WHAT YOU SHOULD DO — Bring together copies of the lines in the data below that contain the word "image".
INFORMATION SHOWN: Begin
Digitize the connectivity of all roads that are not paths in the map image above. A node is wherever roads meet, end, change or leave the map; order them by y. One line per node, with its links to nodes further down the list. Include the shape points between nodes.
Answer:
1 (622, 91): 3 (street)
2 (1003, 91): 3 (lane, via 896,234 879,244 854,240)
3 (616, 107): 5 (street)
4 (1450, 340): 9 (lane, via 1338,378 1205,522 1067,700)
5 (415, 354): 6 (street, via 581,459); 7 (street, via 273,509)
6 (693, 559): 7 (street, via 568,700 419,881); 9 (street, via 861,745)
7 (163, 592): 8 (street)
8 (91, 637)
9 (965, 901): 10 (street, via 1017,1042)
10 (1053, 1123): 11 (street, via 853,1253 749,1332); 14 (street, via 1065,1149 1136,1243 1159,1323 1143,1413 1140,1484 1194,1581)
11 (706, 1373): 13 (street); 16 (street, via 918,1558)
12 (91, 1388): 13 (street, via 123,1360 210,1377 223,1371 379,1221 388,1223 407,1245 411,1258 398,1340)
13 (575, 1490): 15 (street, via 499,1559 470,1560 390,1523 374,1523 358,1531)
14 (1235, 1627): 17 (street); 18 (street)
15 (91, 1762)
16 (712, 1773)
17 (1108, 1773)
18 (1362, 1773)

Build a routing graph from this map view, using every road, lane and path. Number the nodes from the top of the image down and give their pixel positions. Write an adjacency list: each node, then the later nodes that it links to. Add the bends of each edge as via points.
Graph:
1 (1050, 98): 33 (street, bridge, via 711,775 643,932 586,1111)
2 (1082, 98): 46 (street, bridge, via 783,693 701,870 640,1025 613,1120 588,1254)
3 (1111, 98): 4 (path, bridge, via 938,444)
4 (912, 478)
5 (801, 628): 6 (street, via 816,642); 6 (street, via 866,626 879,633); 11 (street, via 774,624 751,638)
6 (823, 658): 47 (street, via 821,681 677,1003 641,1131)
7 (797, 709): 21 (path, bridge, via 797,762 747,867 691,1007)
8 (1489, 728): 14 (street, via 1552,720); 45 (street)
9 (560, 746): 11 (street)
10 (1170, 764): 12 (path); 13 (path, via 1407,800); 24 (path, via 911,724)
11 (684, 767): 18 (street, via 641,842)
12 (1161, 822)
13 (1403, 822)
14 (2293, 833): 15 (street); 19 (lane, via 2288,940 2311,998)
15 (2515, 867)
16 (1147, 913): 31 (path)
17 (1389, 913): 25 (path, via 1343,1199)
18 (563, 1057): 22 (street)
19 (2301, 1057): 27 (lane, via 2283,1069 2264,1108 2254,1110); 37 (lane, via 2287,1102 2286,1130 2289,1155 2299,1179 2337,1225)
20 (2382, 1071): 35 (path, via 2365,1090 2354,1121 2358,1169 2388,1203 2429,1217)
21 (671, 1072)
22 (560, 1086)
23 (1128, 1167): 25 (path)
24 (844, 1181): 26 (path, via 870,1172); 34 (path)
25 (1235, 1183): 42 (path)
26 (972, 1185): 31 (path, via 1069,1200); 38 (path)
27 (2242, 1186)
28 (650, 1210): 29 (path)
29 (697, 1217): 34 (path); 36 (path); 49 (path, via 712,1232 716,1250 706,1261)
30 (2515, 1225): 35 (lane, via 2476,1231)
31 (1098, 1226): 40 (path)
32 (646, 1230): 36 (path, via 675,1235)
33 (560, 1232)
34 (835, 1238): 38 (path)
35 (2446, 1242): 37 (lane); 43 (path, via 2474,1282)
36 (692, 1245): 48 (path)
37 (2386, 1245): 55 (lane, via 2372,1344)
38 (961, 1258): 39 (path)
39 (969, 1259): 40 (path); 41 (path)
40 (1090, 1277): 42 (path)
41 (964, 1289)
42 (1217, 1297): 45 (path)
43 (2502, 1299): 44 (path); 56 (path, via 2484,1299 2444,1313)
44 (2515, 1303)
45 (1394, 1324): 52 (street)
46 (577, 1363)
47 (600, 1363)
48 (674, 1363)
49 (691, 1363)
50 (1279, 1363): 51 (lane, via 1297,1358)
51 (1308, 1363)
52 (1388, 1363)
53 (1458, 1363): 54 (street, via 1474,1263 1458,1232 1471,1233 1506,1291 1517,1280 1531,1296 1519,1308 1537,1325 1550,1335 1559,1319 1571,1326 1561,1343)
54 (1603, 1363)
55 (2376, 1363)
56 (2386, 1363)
INFORMATION SHOWN: End
RESULT FOR THIS TASK —
Digitize the connectivity of all roads that are not paths in the map image above. A node is wherever roads meet, end, change or leave the map; order them by y. One line per node, with its links to nodes further down the list. Include the shape points between nodes.
Build a routing graph from this map view, using every road, lane and path. Number the nodes from the top of the image down and give their pixel positions. Write an adjacency list: each node, then the later nodes that it links to. Add the bends of each edge as via points.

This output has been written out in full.